The EU is being urged to agree a common digital European Covid-19 vaccination certificate that would enable those who have received jabs to travel freely within Europe without testing.
Governments should co-ordinate a policy that would see Europe safely gain the economic and social benefits of renewed freedom of movement, beginning with those who are vaccinated, according to Iata.
The airline industry body wants European Union rule-makers to support the initiative put forward by Greek prime minister Kyriakos Mitsotakis.
The call came in an open letter to European Commission president Ursula von der Leyen, and copied to key policy-makers across the EU.
Mitsotakis’ proposal will be on the agenda at a meeting of EU heads of state tomorrow (Thursday).

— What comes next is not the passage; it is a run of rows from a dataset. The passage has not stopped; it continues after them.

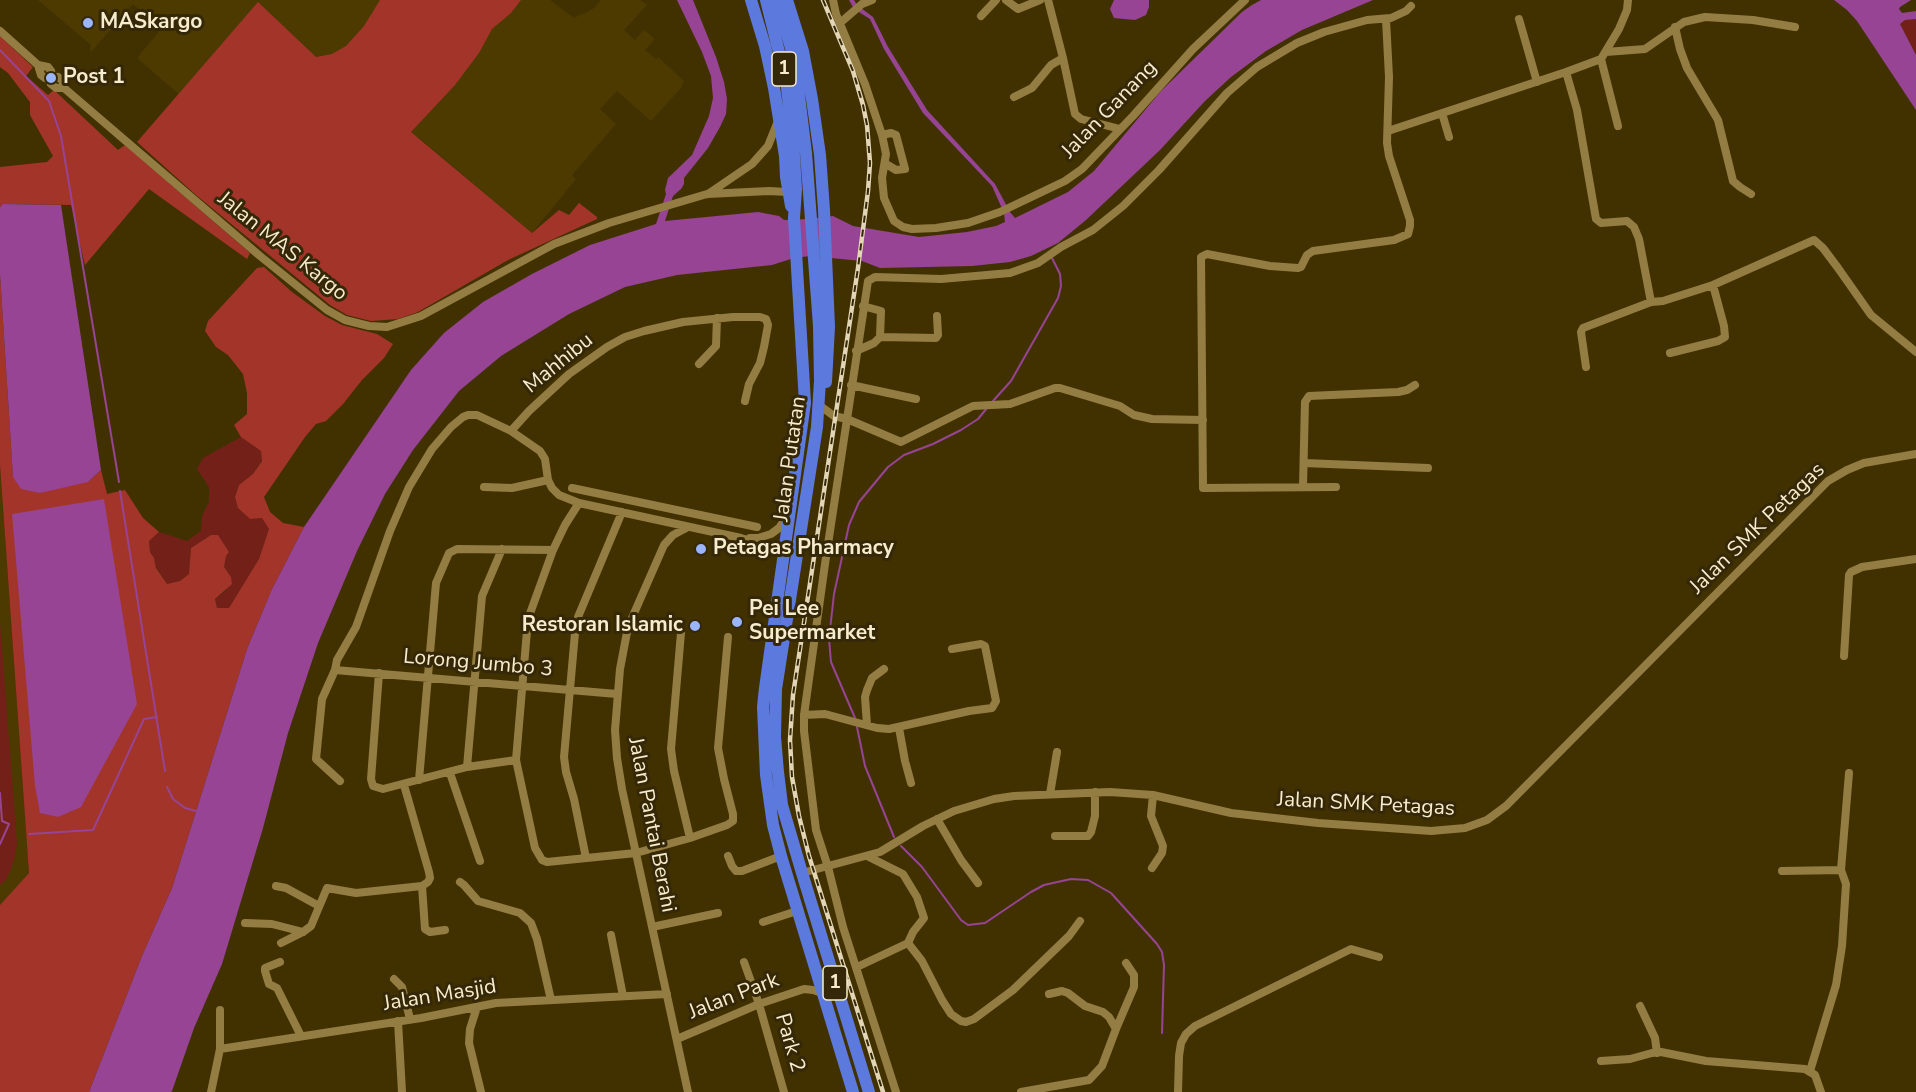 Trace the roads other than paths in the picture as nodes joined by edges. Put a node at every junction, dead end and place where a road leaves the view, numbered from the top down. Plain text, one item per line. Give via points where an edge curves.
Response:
1 (751, 0) edge
2 (766, 0) edge
3 (777, 0) edge
4 (787, 0) edge
5 (833, 0) edge
6 (872, 0) edge
7 (996, 0) edge
8 (1006, 0) edge
9 (1040, 0) edge
10 (1048, 0) edge
11 (1245, 0) edge
12 (1628, 0) edge
13 (1411, 6) dead end
14 (981, 16) dead end
15 (1386, 19) junction
16 (1519, 20) dead end
17 (840, 23) junction
18 (1675, 27) junction
19 (1795, 27) dead end
20 (0, 32) edge
21 (1603, 55) junction
22 (1063, 58) junction
23 (38, 65) junction
24 (1566, 72) junction
25 (1538, 82) junction
26 (64, 88) junction
27 (1014, 97) dead end
28 (1442, 113) junction
29 (780, 118) junction
30 (1618, 126) dead end
31 (1120, 129) junction
32 (1388, 131) junction
33 (882, 135) junction
34 (1449, 137) dead end
35 (799, 138) junction
36 (886, 164) junction
37 (788, 192) junction
38 (707, 194) junction
39 (1751, 194) dead end
40 (794, 218) junction
41 (1713, 285) junction
42 (1651, 302) junction
43 (863, 306) junction
44 (937, 316) dead end
45 (717, 318) junction
46 (824, 326) junction
47 (880, 337) junction
48 (856, 351) junction
49 (1916, 352) edge
50 (1671, 353) dead end
51 (699, 364) dead end
52 (1586, 367) dead end
53 (851, 385) junction
54 (1415, 385) dead end
55 (916, 399) dead end
56 (745, 401) dead end
57 (823, 408) junction
58 (834, 416) junction
59 (847, 419) junction
60 (1203, 420) junction
61 (821, 425) junction
62 (511, 431) junction
63 (815, 441) junction
64 (1916, 454) edge
65 (1304, 463) junction
66 (1428, 468) dead end
67 (548, 480) junction
68 (1303, 486) junction
69 (484, 487) dead end
70 (1336, 487) dead end
71 (572, 488) dead end
72 (589, 492) junction
73 (582, 503) junction
74 (622, 512) junction
75 (789, 514) junction
76 (688, 527) junction
77 (758, 527) dead end
78 (741, 538) junction
79 (502, 549) junction
80 (553, 550) junction
81 (784, 551) junction
82 (1916, 559) edge
83 (681, 633) dead end
84 (728, 637) dead end
85 (952, 649) dead end
86 (1844, 656) dead end
87 (884, 669) dead end
88 (334, 670) junction
89 (379, 674) junction
90 (427, 677) junction
91 (475, 682) junction
92 (522, 687) junction
93 (570, 690) junction
94 (617, 694) junction
95 (804, 715) junction
96 (867, 724) junction
97 (899, 728) junction
98 (1056, 752) dead end
99 (516, 760) junction
100 (468, 767) junction
101 (450, 773) junction
102 (1849, 773) dead end
103 (419, 780) junction
104 (339, 781) dead end
105 (911, 783) dead end
106 (404, 784) junction
107 (1095, 792) junction
108 (1050, 794) junction
109 (1153, 795) junction
110 (937, 819) junction
111 (1054, 836) dead end
112 (690, 838) junction
113 (636, 853) junction
114 (728, 856) dead end
115 (781, 856) junction
116 (867, 856) junction
117 (586, 858) junction
118 (480, 861) dead end
119 (828, 867) junction
120 (1152, 868) dead end
121 (1841, 870) junction
122 (1782, 871) dead end
123 (802, 873) junction
124 (460, 882) dead end
125 (978, 883) dead end
126 (276, 886) dead end
127 (422, 886) junction
128 (319, 906) junction
129 (797, 911) junction
130 (718, 913) dead end
131 (1080, 921) dead end
132 (763, 922) dead end
133 (245, 923) dead end
134 (652, 927) junction
135 (445, 930) dead end
136 (303, 932) junction
137 (611, 935) dead end
138 (281, 943) dead end
139 (908, 943) junction
140 (1379, 957) dead end
141 (280, 962) dead end
142 (744, 962) dead end
143 (1126, 963) dead end
144 (857, 967) junction
145 (816, 975) junction
146 (394, 979) dead end
147 (804, 989) junction
148 (822, 993) junction
149 (667, 994) junction
150 (1049, 994) dead end
151 (623, 996) junction
152 (551, 1000) junction
153 (759, 1004) junction
154 (477, 1006) junction
155 (1640, 1006) dead end
156 (219, 1010) dead end
157 (410, 1019) junction
158 (398, 1021) junction
159 (1116, 1029) junction
160 (301, 1036) junction
161 (677, 1039) junction
162 (220, 1049) junction
163 (1657, 1053) junction
164 (1601, 1061) dead end
165 (1810, 1071) junction
166 (211, 1092) edge
167 (402, 1092) edge
168 (481, 1092) edge
169 (688, 1092) edge
170 (784, 1092) edge
171 (853, 1092) edge
172 (869, 1092) edge
173 (896, 1092) edge
174 (1021, 1092) edge
175 (1178, 1092) edge
176 (1821, 1092) edge

1 - 29 highway
2 - 35 highway, Jalan Putatan / 1
3 - 35 highway, Jalan Putatan / 1 via 797,78
4 - 46 highway via 800,42 820,155
5 - 17 street, Jalan Ganang
6 - 17 street
7 - 14 street
8 - 9 street via 1018,9
10 - 22 street
11 - 31 street, Jalan Ganang via 1193,49
12 - 21 street via 1619,29
13 - 15 street
15 - 32 street
15 - 43 street via 1333,28 1297,43 1257,67 1227,93 1137,194 1093,230 1042,260 1010,273 941,279 875,277 867,281
16 - 25 street
17 - 33 street, Jalan Ganang
18 - 19 street via 1705,17
18 - 21 street via 1645,48
18 - 39 street via 1687,69 1718,120 1733,181
20 - 23 street, Jalan MAS Kargo
21 - 24 street
21 - 30 street
22 - 27 street via 1051,65 1032,88
22 - 31 street via 1076,116
23 - 26 street, Jalan MAS Kargo via 62,80
23 - 26 street, Jalan MAS Kargo via 41,75 56,88
24 - 25 street
24 - 42 street via 1577,110 1596,219 1601,223 1627,221 1634,227
25 - 28 street
26 - 38 street, Jalan MAS Kargo via 327,310 369,326 387,327 421,316 554,244
28 - 32 street
28 - 34 street
29 - 37 highway
29 - 38 street, Jalan MAS Kargo via 758,158
31 - 36 street, Jalan Ganang via 1074,175 1000,212 949,227 912,229 894,220 884,198 882,178
32 - 60 street via 1389,156 1410,220 1410,230 1403,237 1313,251 1298,268 1207,254 1201,258
33 - 36 street, Jalan Ganang
33 - 36 street via 896,135 905,169 896,171
35 - 40 highway, Jalan Putatan / 1
35 - 46 highway, Jalan Putatan / 1
37 - 38 street, Jalan MAS Kargo
37 - 40 highway
40 - 75 highway, Jalan Putatan / 1 via 805,403
41 - 42 street
41 - 49 street via 1814,240 1871,315
41 - 50 street via 1725,337
42 - 52 street via 1581,329
43 - 47 street via 881,311
43 - 48 street
44 - 47 street via 936,338
45 - 51 street via 716,346
45 - 56 street, Mahhibu via 764,317 767,321 760,363
45 - 62 street, Mahhibu via 656,327 625,337 569,374
46 - 57 highway via 828,366
46 - 63 highway, Jalan Putatan / 1
47 - 48 street
48 - 53 street
53 - 55 street
53 - 59 street
54 - 65 street via 1398,393 1309,396 1305,402
57 - 58 street
57 - 61 highway
58 - 59 street
58 - 61 street
59 - 60 street via 901,442 969,408 1019,402 1060,388 1125,408 1134,415
59 - 95 street
60 - 68 street via 1203,488
61 - 63 highway
62 - 67 street via 540,451
62 - 88 street via 468,415 432,449 400,506 356,627
63 - 123 highway, Jalan Putatan / 1 via 775,707 782,805
64 - 109 street, Jalan SMK Petagas via 1864,463 1828,481 1506,806 1487,820 1465,828 1431,831 1318,823 1231,813
65 - 66 street
65 - 68 street
67 - 69 street via 512,488
67 - 73 street via 555,492
68 - 70 street
71 - 72 street
72 - 73 street
72 - 77 street
73 - 74 street
73 - 80 street
74 - 76 street
74 - 93 street via 578,617
75 - 78 street via 771,534
75 - 81 highway, Jalan Putatan / 1
76 - 78 street
76 - 94 street, Jalan Pantai Berahi via 664,545 627,627
78 - 81 street
79 - 80 street
79 - 90 street via 457,549 449,553 436,583
79 - 91 street via 482,596
80 - 92 street via 530,610
81 - 115 highway, Jalan Putatan / 1 via 763,707 766,775
82 - 86 street via 1851,572
83 - 112 street via 671,749
84 - 112 street via 718,748 734,818 728,825
85 - 97 street via 985,646 996,701 992,708
87 - 96 street via 872,678 867,690
88 - 89 street, Lorong Jumbo 3
88 - 104 street via 322,699 316,759
89 - 90 street, Lorong Jumbo 3
89 - 106 street via 371,783 383,789
90 - 91 street, Lorong Jumbo 3
90 - 103 street
91 - 92 street, Lorong Jumbo 3
91 - 100 street
92 - 93 street, Lorong Jumbo 3
92 - 99 street
93 - 94 street, Lorong Jumbo 3
93 - 117 street via 565,765
94 - 113 street, Jalan Pantai Berahi via 617,758
95 - 96 street via 825,714
95 - 119 street via 812,810
96 - 97 street
97 - 105 street
98 - 108 street
99 - 100 street
99 - 117 street via 539,858 547,862
100 - 101 street
101 - 103 street
101 - 118 street
102 - 121 street
103 - 106 street
106 - 127 street via 430,878
107 - 108 street, Jalan SMK Petagas
107 - 109 street, Jalan SMK Petagas
107 - 111 street via 1095,816 1088,836
108 - 110 street, Jalan SMK Petagas via 994,799
109 - 120 street via 1151,816 1163,846
110 - 116 street, Jalan SMK Petagas
110 - 125 street
112 - 113 street
113 - 117 street
113 - 134 street, Jalan Pantai Berahi
114 - 115 street via 736,871
115 - 129 highway, Jalan Putatan / 1
116 - 119 street, Jalan SMK Petagas
116 - 139 street via 903,874 920,905 924,918
119 - 123 street, Jalan SMK Petagas
119 - 144 street
121 - 122 street
121 - 165 street via 1846,884 1836,985
123 - 172 highway, Jalan Putatan / 1
124 - 152 street via 477,901 520,913 531,923
126 - 128 street
127 - 128 street via 356,893 330,887
127 - 135 street via 425,929
128 - 136 street via 311,926
129 - 132 street
129 - 145 highway, Jalan Putatan / 1
130 - 134 street
131 - 139 street via 1013,990 966,1022 951,1014
133 - 136 street via 272,924
134 - 149 street, Jalan Pantai Berahi
136 - 138 street
137 - 151 street
139 - 144 street
140 - 175 street via 1351,949 1195,1026 1181,1043
141 - 160 street via 264,968 269,984 277,988
142 - 153 street, Park 2
143 - 159 street via 1134,975 1134,987
144 - 173 street
145 - 147 street, Jalan Park
145 - 148 highway, Jalan Putatan / 1
146 - 157 street via 402,987
147 - 148 street, Jalan Park
147 - 153 street, Jalan Park
148 - 171 highway, Jalan Putatan / 1
149 - 151 street, Jalan Masjid
149 - 161 street, Jalan Pantai Berahi
150 - 159 street via 1068,993 1085,1006 1103,1012
151 - 152 street, Jalan Masjid
152 - 154 street, Jalan Masjid
153 - 161 street, Jalan Park
153 - 170 street, Park 2
154 - 157 street, Jalan Masjid
154 - 168 street via 469,1043
155 - 163 street via 1655,1038
156 - 162 street
157 - 158 street, Jalan Masjid
158 - 160 street, Jalan Masjid
158 - 167 street
159 - 174 street via 1102,1066 1089,1080
160 - 162 street, Jalan Masjid
161 - 169 street, Jalan Pantai Berahi
162 - 166 street
163 - 164 street
163 - 165 street
165 - 176 street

Iata hopes they will direct the Commission to take action and develop a common certification.
Association director general and chief executive Alexandre de Juniac said: ”Prime minister Mitsotakis’ initiative should be urgently adopted by the Commission and all member states.
“Vaccination is a fundamental key to safely reopening borders and stimulating economic recovery.
“A pan-European mutually recognised vaccination certificate would be an important step towards giving governments the confidence to safely open their borders, and passengers the confidence to fly without the barrier of quarantine.”
The Greek proposal is for a harmonised vaccination certificate that could contribute “to the re-establishment of mobility on a global scale, which is the foundation for re-establishing economic activity to pre-crisis levels”.
The need for a harmonised aviation restart is more urgent than ever in the face of renewed lockdowns and travel restrictions across the world, Iata said.
De Juniac stressed the need for governments to prepare for re-establishing the freedom of movement with well-coordinated planning as the virus eventually comes under control, testing capacities improve and the number of people vaccinated grows.
Planning should use the most effective combination of vaccination and testing capabilities.
“We are in very dark days of this pandemic. But the tough measures taken combined with accelerating vaccination programs must give us hope that we can safely re-establish the freedom of movement,” said de Juniac.
“That will save jobs, ease mental anguish, re-connect families and revive the economy. To do this safely and efficiently, planning is key.
“Prime minister Mitsotakis’s proposal for vaccine certificates will be a key enabler. Progress on eliminating or reducing quarantines can be made with testing protocols.
“But what we need now is for governments to start working together much more effectively. Unilateral government actions were able to quickly dismantle global connectivity. Re-building will need co-ordination,” said de Juniac.